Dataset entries

* * *

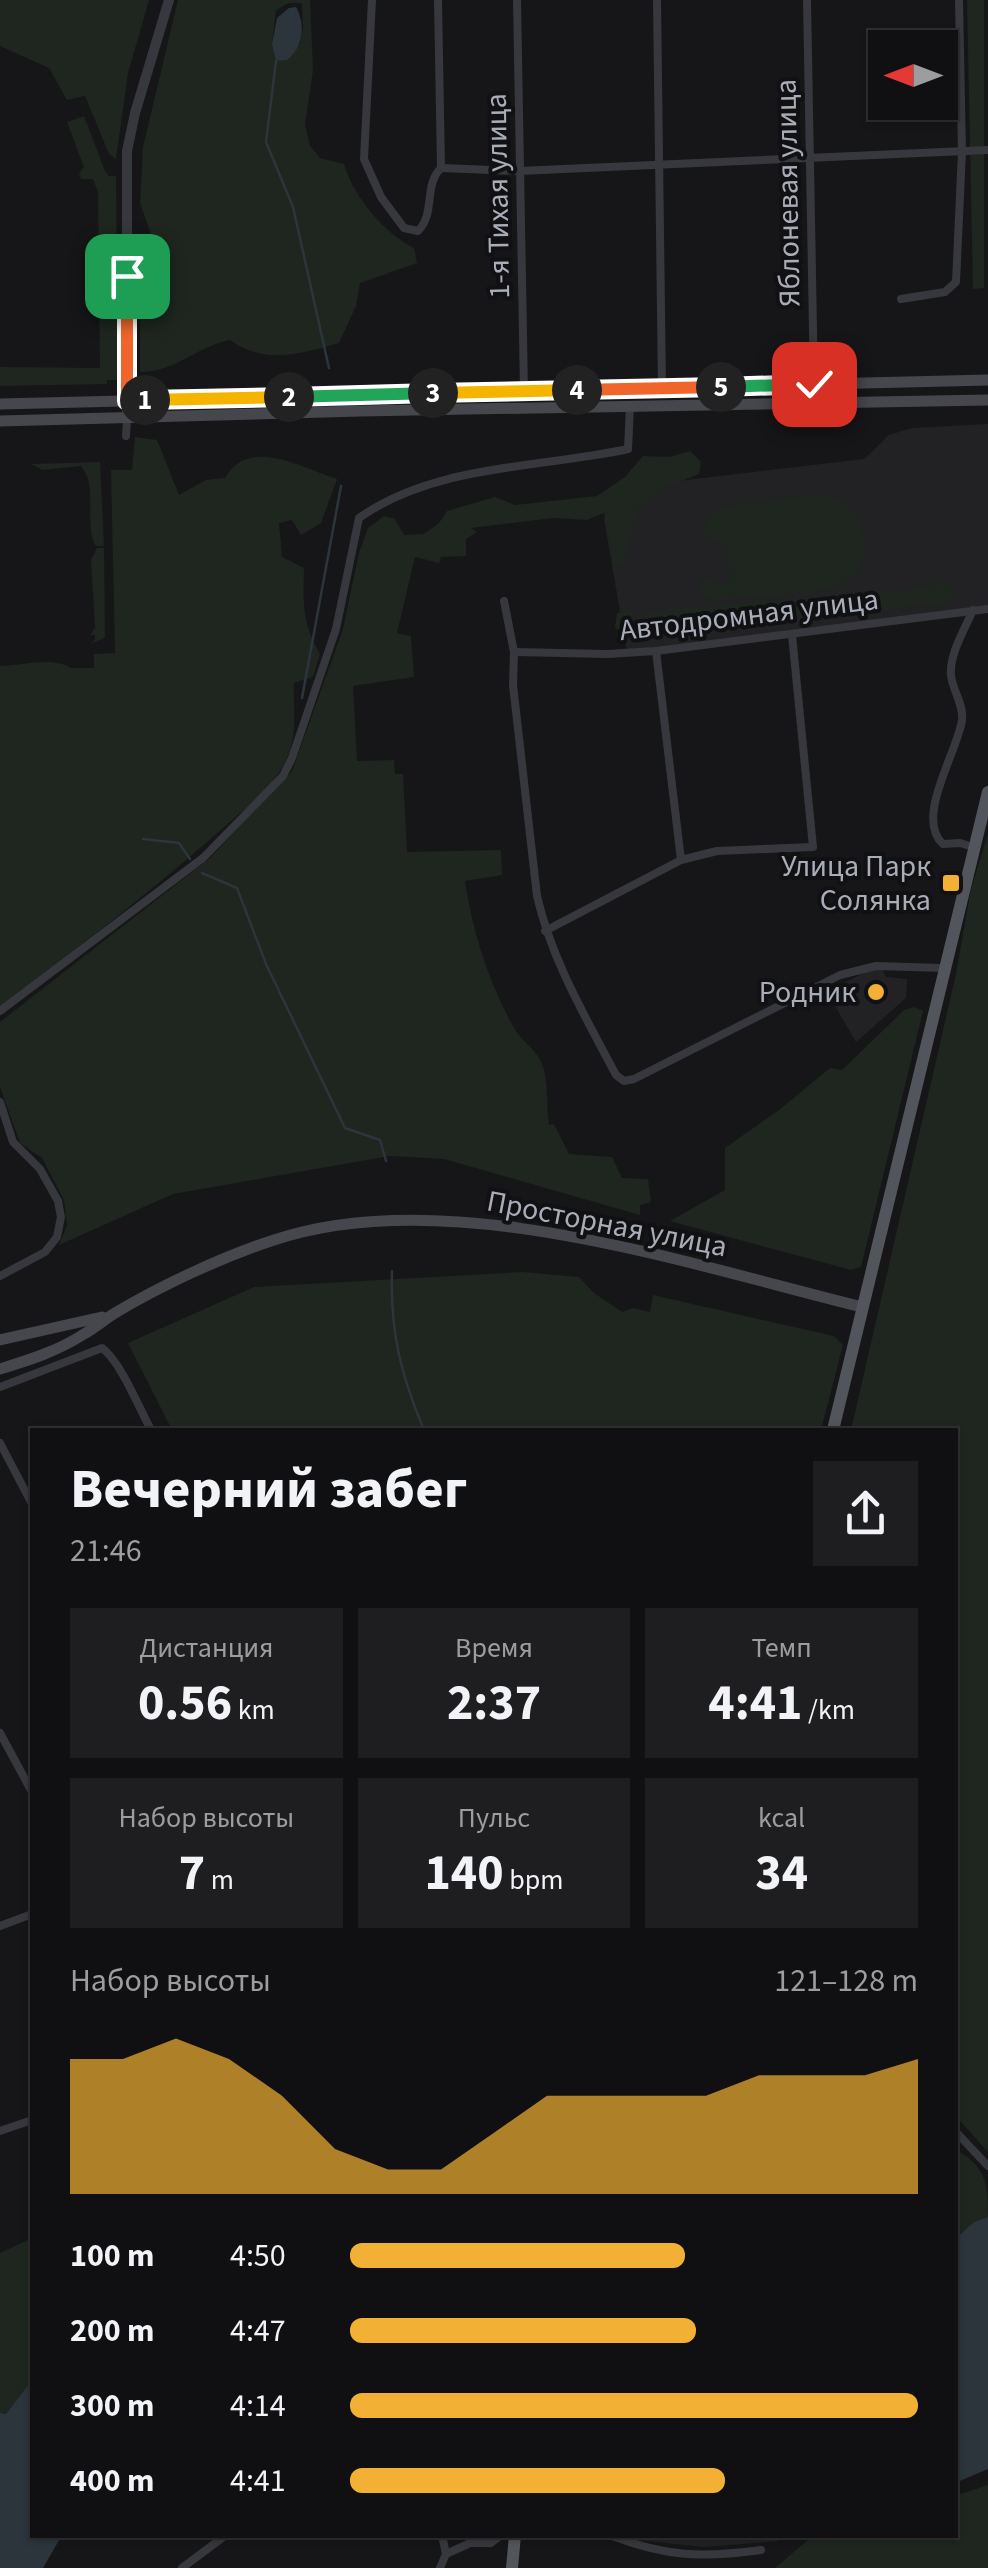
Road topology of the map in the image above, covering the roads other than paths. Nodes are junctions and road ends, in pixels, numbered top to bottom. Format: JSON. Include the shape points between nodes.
{"nodes":[{"id":1,"x":169,"y":0,"type":"edge"},
{"id":2,"x":372,"y":0,"type":"edge"},
{"id":3,"x":438,"y":0,"type":"edge"},
{"id":4,"x":517,"y":0,"type":"edge"},
{"id":5,"x":657,"y":0,"type":"edge"},
{"id":6,"x":807,"y":0,"type":"edge"},
{"id":7,"x":959,"y":0,"type":"edge"},
{"id":8,"x":988,"y":150,"type":"edge"},
{"id":9,"x":962,"y":152,"type":"junction"},
{"id":10,"x":810,"y":158,"type":"junction"},
{"id":11,"x":660,"y":164,"type":"junction"},
{"id":12,"x":441,"y":168,"type":"junction"},
{"id":13,"x":519,"y":171,"type":"junction"},
{"id":14,"x":901,"y":299,"type":"dead end"},
{"id":15,"x":988,"y":380,"type":"edge"},
{"id":16,"x":814,"y":384,"type":"junction"},
{"id":17,"x":662,"y":388,"type":"junction"},
{"id":18,"x":524,"y":391,"type":"junction"},
{"id":19,"x":988,"y":400,"type":"edge"},
{"id":20,"x":127,"y":401,"type":"junction"},
{"id":21,"x":0,"y":404,"type":"edge"},
{"id":22,"x":630,"y":406,"type":"junction"},
{"id":23,"x":127,"y":419,"type":"junction"},
{"id":24,"x":0,"y":421,"type":"edge"},
{"id":25,"x":126,"y":436,"type":"dead end"},
{"id":26,"x":504,"y":601,"type":"dead end"},
{"id":27,"x":988,"y":609,"type":"edge"},
{"id":28,"x":974,"y":610,"type":"junction"},
{"id":29,"x":792,"y":635,"type":"junction"},
{"id":30,"x":656,"y":651,"type":"junction"},
{"id":31,"x":514,"y":652,"type":"junction"},
{"id":32,"x":988,"y":792,"type":"edge"},
{"id":33,"x":984,"y":821,"type":"edge"},
{"id":34,"x":974,"y":847,"type":"junction"},
{"id":35,"x":681,"y":860,"type":"junction"},
{"id":36,"x":545,"y":930,"type":"junction"},
{"id":37,"x":943,"y":972,"type":"junction"},
{"id":38,"x":0,"y":1010,"type":"edge"},
{"id":39,"x":0,"y":1102,"type":"edge"},
{"id":40,"x":0,"y":1276,"type":"edge"},
{"id":41,"x":862,"y":1306,"type":"junction"},
{"id":42,"x":116,"y":1312,"type":"junction"},
{"id":43,"x":58,"y":1328,"type":"junction"},
{"id":44,"x":0,"y":1340,"type":"edge"},
{"id":45,"x":65,"y":1344,"type":"junction"},
{"id":46,"x":0,"y":1369,"type":"edge"},
{"id":47,"x":0,"y":1387,"type":"edge"},
{"id":48,"x":149,"y":1428,"type":"edge"},
{"id":49,"x":833,"y":1428,"type":"edge"},
{"id":50,"x":0,"y":1443,"type":"edge"},
{"id":51,"x":30,"y":1500,"type":"edge"},
{"id":52,"x":0,"y":1733,"type":"edge"},
{"id":53,"x":30,"y":1788,"type":"edge"},
{"id":54,"x":30,"y":1915,"type":"edge"},
{"id":55,"x":0,"y":1926,"type":"edge"},
{"id":56,"x":30,"y":2121,"type":"edge"},
{"id":57,"x":0,"y":2131,"type":"edge"},
{"id":58,"x":958,"y":2134,"type":"edge"},
{"id":59,"x":988,"y":2166,"type":"edge"},
{"id":60,"x":222,"y":2538,"type":"edge"},
{"id":61,"x":443,"y":2538,"type":"edge"},
{"id":62,"x":497,"y":2538,"type":"edge"},
{"id":63,"x":515,"y":2538,"type":"edge"},
{"id":64,"x":618,"y":2538,"type":"edge"},
{"id":65,"x":761,"y":2550,"type":"dead end"},
{"id":66,"x":446,"y":2554,"type":"junction"},
{"id":67,"x":182,"y":2568,"type":"edge"},
{"id":68,"x":440,"y":2568,"type":"edge"},
{"id":69,"x":512,"y":2568,"type":"edge"}],
"edges":[{"from":1,"to":20,"type":"street","via":[[127,151]]},
{"from":2,"to":12,"type":"street","via":[[364,160],[404,228],[422,228],[431,178]]},
{"from":3,"to":12,"type":"street"},
{"from":4,"to":13,"type":"street","name":"1-я Тихая улица"},
{"from":5,"to":11,"type":"street"},
{"from":6,"to":10,"type":"street","name":"Яблоневая улица"},
{"from":7,"to":9,"type":"street"},
{"from":8,"to":9,"type":"street"},
{"from":9,"to":10,"type":"street"},
{"from":9,"to":14,"type":"street","via":[[956,282],[945,292]]},
{"from":10,"to":11,"type":"street"},
{"from":10,"to":16,"type":"street","name":"Яблоневая улица"},
{"from":11,"to":13,"type":"street"},
{"from":11,"to":17,"type":"street"},
{"from":12,"to":13,"type":"street"},
{"from":13,"to":18,"type":"street","name":"1-я Тихая улица"},
{"from":15,"to":16,"type":"main road"},
{"from":16,"to":17,"type":"main road"},
{"from":17,"to":18,"type":"main road"},
{"from":18,"to":20,"type":"main road"},
{"from":19,"to":22,"type":"main road"},
{"from":20,"to":21,"type":"main road"},
{"from":20,"to":23,"type":"street"},
{"from":22,"to":23,"type":"main road"},
{"from":22,"to":38,"type":"street","via":[[628,448],[437,484],[380,503],[358,518],[336,629],[282,776],[203,858]]},
{"from":23,"to":24,"type":"main road"},
{"from":23,"to":25,"type":"street"},
{"from":26,"to":31,"type":"street"},
{"from":27,"to":28,"type":"street","name":"Автодромная улица"},
{"from":28,"to":29,"type":"street","name":"Автодромная улица"},
{"from":28,"to":34,"type":"street","via":[[954,656],[951,675],[963,714],[934,826],[943,844]]},
{"from":29,"to":30,"type":"street","name":"Автодромная улица"},
{"from":29,"to":35,"type":"street","via":[[812,847],[717,851]]},
{"from":30,"to":31,"type":"street","name":"Автодромная улица"},
{"from":30,"to":35,"type":"street"},
{"from":31,"to":36,"type":"street"},
{"from":32,"to":33,"type":"main road"},
{"from":33,"to":34,"type":"main road"},
{"from":34,"to":37,"type":"main road"},
{"from":35,"to":36,"type":"street"},
{"from":36,"to":37,"type":"street","via":[[624,1081],[840,975],[876,966]]},
{"from":37,"to":41,"type":"main road"},
{"from":39,"to":40,"type":"street","via":[[13,1142],[40,1169],[61,1217],[45,1252]]},
{"from":41,"to":42,"type":"main road","name":"Просторная улица","via":[[564,1236],[414,1220],[338,1225],[275,1239]]},
{"from":41,"to":49,"type":"main road"},
{"from":42,"to":43,"type":"main road","name":"Просторная улица"},
{"from":42,"to":45,"type":"main road","name":"Просторная улица"},
{"from":43,"to":44,"type":"main road","name":"Просторная улица"},
{"from":43,"to":45,"type":"main road","via":[[68,1334]]},
{"from":45,"to":46,"type":"main road","name":"Просторная улица"},
{"from":47,"to":48,"type":"street","via":[[102,1348]]},
{"from":50,"to":51,"type":"street"},
{"from":52,"to":53,"type":"street"},
{"from":54,"to":55,"type":"street"},
{"from":56,"to":57,"type":"street"},
{"from":58,"to":59,"type":"street"},
{"from":60,"to":67,"type":"street"},
{"from":61,"to":66,"type":"street"},
{"from":62,"to":66,"type":"street"},
{"from":63,"to":69,"type":"main road"},
{"from":64,"to":65,"type":"street","via":[[682,2556]]},
{"from":66,"to":68,"type":"street"}]}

* * *

→ TO DO
Give all the entries again exactly, dropping each picture.

→ TASK RESULT
Road topology of the map in the image above, covering the roads other than paths. Nodes are junctions and road ends, in pixels, numbered top to bottom. Format: JSON. Include the shape points between nodes.
{"nodes":[{"id":1,"x":169,"y":0,"type":"edge"},
{"id":2,"x":372,"y":0,"type":"edge"},
{"id":3,"x":438,"y":0,"type":"edge"},
{"id":4,"x":517,"y":0,"type":"edge"},
{"id":5,"x":657,"y":0,"type":"edge"},
{"id":6,"x":807,"y":0,"type":"edge"},
{"id":7,"x":959,"y":0,"type":"edge"},
{"id":8,"x":988,"y":150,"type":"edge"},
{"id":9,"x":962,"y":152,"type":"junction"},
{"id":10,"x":810,"y":158,"type":"junction"},
{"id":11,"x":660,"y":164,"type":"junction"},
{"id":12,"x":441,"y":168,"type":"junction"},
{"id":13,"x":519,"y":171,"type":"junction"},
{"id":14,"x":901,"y":299,"type":"dead end"},
{"id":15,"x":988,"y":380,"type":"edge"},
{"id":16,"x":814,"y":384,"type":"junction"},
{"id":17,"x":662,"y":388,"type":"junction"},
{"id":18,"x":524,"y":391,"type":"junction"},
{"id":19,"x":988,"y":400,"type":"edge"},
{"id":20,"x":127,"y":401,"type":"junction"},
{"id":21,"x":0,"y":404,"type":"edge"},
{"id":22,"x":630,"y":406,"type":"junction"},
{"id":23,"x":127,"y":419,"type":"junction"},
{"id":24,"x":0,"y":421,"type":"edge"},
{"id":25,"x":126,"y":436,"type":"dead end"},
{"id":26,"x":504,"y":601,"type":"dead end"},
{"id":27,"x":988,"y":609,"type":"edge"},
{"id":28,"x":974,"y":610,"type":"junction"},
{"id":29,"x":792,"y":635,"type":"junction"},
{"id":30,"x":656,"y":651,"type":"junction"},
{"id":31,"x":514,"y":652,"type":"junction"},
{"id":32,"x":988,"y":792,"type":"edge"},
{"id":33,"x":984,"y":821,"type":"edge"},
{"id":34,"x":974,"y":847,"type":"junction"},
{"id":35,"x":681,"y":860,"type":"junction"},
{"id":36,"x":545,"y":930,"type":"junction"},
{"id":37,"x":943,"y":972,"type":"junction"},
{"id":38,"x":0,"y":1010,"type":"edge"},
{"id":39,"x":0,"y":1102,"type":"edge"},
{"id":40,"x":0,"y":1276,"type":"edge"},
{"id":41,"x":862,"y":1306,"type":"junction"},
{"id":42,"x":116,"y":1312,"type":"junction"},
{"id":43,"x":58,"y":1328,"type":"junction"},
{"id":44,"x":0,"y":1340,"type":"edge"},
{"id":45,"x":65,"y":1344,"type":"junction"},
{"id":46,"x":0,"y":1369,"type":"edge"},
{"id":47,"x":0,"y":1387,"type":"edge"},
{"id":48,"x":149,"y":1428,"type":"edge"},
{"id":49,"x":833,"y":1428,"type":"edge"},
{"id":50,"x":0,"y":1443,"type":"edge"},
{"id":51,"x":30,"y":1500,"type":"edge"},
{"id":52,"x":0,"y":1733,"type":"edge"},
{"id":53,"x":30,"y":1788,"type":"edge"},
{"id":54,"x":30,"y":1915,"type":"edge"},
{"id":55,"x":0,"y":1926,"type":"edge"},
{"id":56,"x":30,"y":2121,"type":"edge"},
{"id":57,"x":0,"y":2131,"type":"edge"},
{"id":58,"x":958,"y":2134,"type":"edge"},
{"id":59,"x":988,"y":2166,"type":"edge"},
{"id":60,"x":222,"y":2538,"type":"edge"},
{"id":61,"x":443,"y":2538,"type":"edge"},
{"id":62,"x":497,"y":2538,"type":"edge"},
{"id":63,"x":515,"y":2538,"type":"edge"},
{"id":64,"x":618,"y":2538,"type":"edge"},
{"id":65,"x":761,"y":2550,"type":"dead end"},
{"id":66,"x":446,"y":2554,"type":"junction"},
{"id":67,"x":182,"y":2568,"type":"edge"},
{"id":68,"x":440,"y":2568,"type":"edge"},
{"id":69,"x":512,"y":2568,"type":"edge"}],
"edges":[{"from":1,"to":20,"type":"street","via":[[127,151]]},
{"from":2,"to":12,"type":"street","via":[[364,160],[404,228],[422,228],[431,178]]},
{"from":3,"to":12,"type":"street"},
{"from":4,"to":13,"type":"street","name":"1-я Тихая улица"},
{"from":5,"to":11,"type":"street"},
{"from":6,"to":10,"type":"street","name":"Яблоневая улица"},
{"from":7,"to":9,"type":"street"},
{"from":8,"to":9,"type":"street"},
{"from":9,"to":10,"type":"street"},
{"from":9,"to":14,"type":"street","via":[[956,282],[945,292]]},
{"from":10,"to":11,"type":"street"},
{"from":10,"to":16,"type":"street","name":"Яблоневая улица"},
{"from":11,"to":13,"type":"street"},
{"from":11,"to":17,"type":"street"},
{"from":12,"to":13,"type":"street"},
{"from":13,"to":18,"type":"street","name":"1-я Тихая улица"},
{"from":15,"to":16,"type":"main road"},
{"from":16,"to":17,"type":"main road"},
{"from":17,"to":18,"type":"main road"},
{"from":18,"to":20,"type":"main road"},
{"from":19,"to":22,"type":"main road"},
{"from":20,"to":21,"type":"main road"},
{"from":20,"to":23,"type":"street"},
{"from":22,"to":23,"type":"main road"},
{"from":22,"to":38,"type":"street","via":[[628,448],[437,484],[380,503],[358,518],[336,629],[282,776],[203,858]]},
{"from":23,"to":24,"type":"main road"},
{"from":23,"to":25,"type":"street"},
{"from":26,"to":31,"type":"street"},
{"from":27,"to":28,"type":"street","name":"Автодромная улица"},
{"from":28,"to":29,"type":"street","name":"Автодромная улица"},
{"from":28,"to":34,"type":"street","via":[[954,656],[951,675],[963,714],[934,826],[943,844]]},
{"from":29,"to":30,"type":"street","name":"Автодромная улица"},
{"from":29,"to":35,"type":"street","via":[[812,847],[717,851]]},
{"from":30,"to":31,"type":"street","name":"Автодромная улица"},
{"from":30,"to":35,"type":"street"},
{"from":31,"to":36,"type":"street"},
{"from":32,"to":33,"type":"main road"},
{"from":33,"to":34,"type":"main road"},
{"from":34,"to":37,"type":"main road"},
{"from":35,"to":36,"type":"street"},
{"from":36,"to":37,"type":"street","via":[[624,1081],[840,975],[876,966]]},
{"from":37,"to":41,"type":"main road"},
{"from":39,"to":40,"type":"street","via":[[13,1142],[40,1169],[61,1217],[45,1252]]},
{"from":41,"to":42,"type":"main road","name":"Просторная улица","via":[[564,1236],[414,1220],[338,1225],[275,1239]]},
{"from":41,"to":49,"type":"main road"},
{"from":42,"to":43,"type":"main road","name":"Просторная улица"},
{"from":42,"to":45,"type":"main road","name":"Просторная улица"},
{"from":43,"to":44,"type":"main road","name":"Просторная улица"},
{"from":43,"to":45,"type":"main road","via":[[68,1334]]},
{"from":45,"to":46,"type":"main road","name":"Просторная улица"},
{"from":47,"to":48,"type":"street","via":[[102,1348]]},
{"from":50,"to":51,"type":"street"},
{"from":52,"to":53,"type":"street"},
{"from":54,"to":55,"type":"street"},
{"from":56,"to":57,"type":"street"},
{"from":58,"to":59,"type":"street"},
{"from":60,"to":67,"type":"street"},
{"from":61,"to":66,"type":"street"},
{"from":62,"to":66,"type":"street"},
{"from":63,"to":69,"type":"main road"},
{"from":64,"to":65,"type":"street","via":[[682,2556]]},
{"from":66,"to":68,"type":"street"}]}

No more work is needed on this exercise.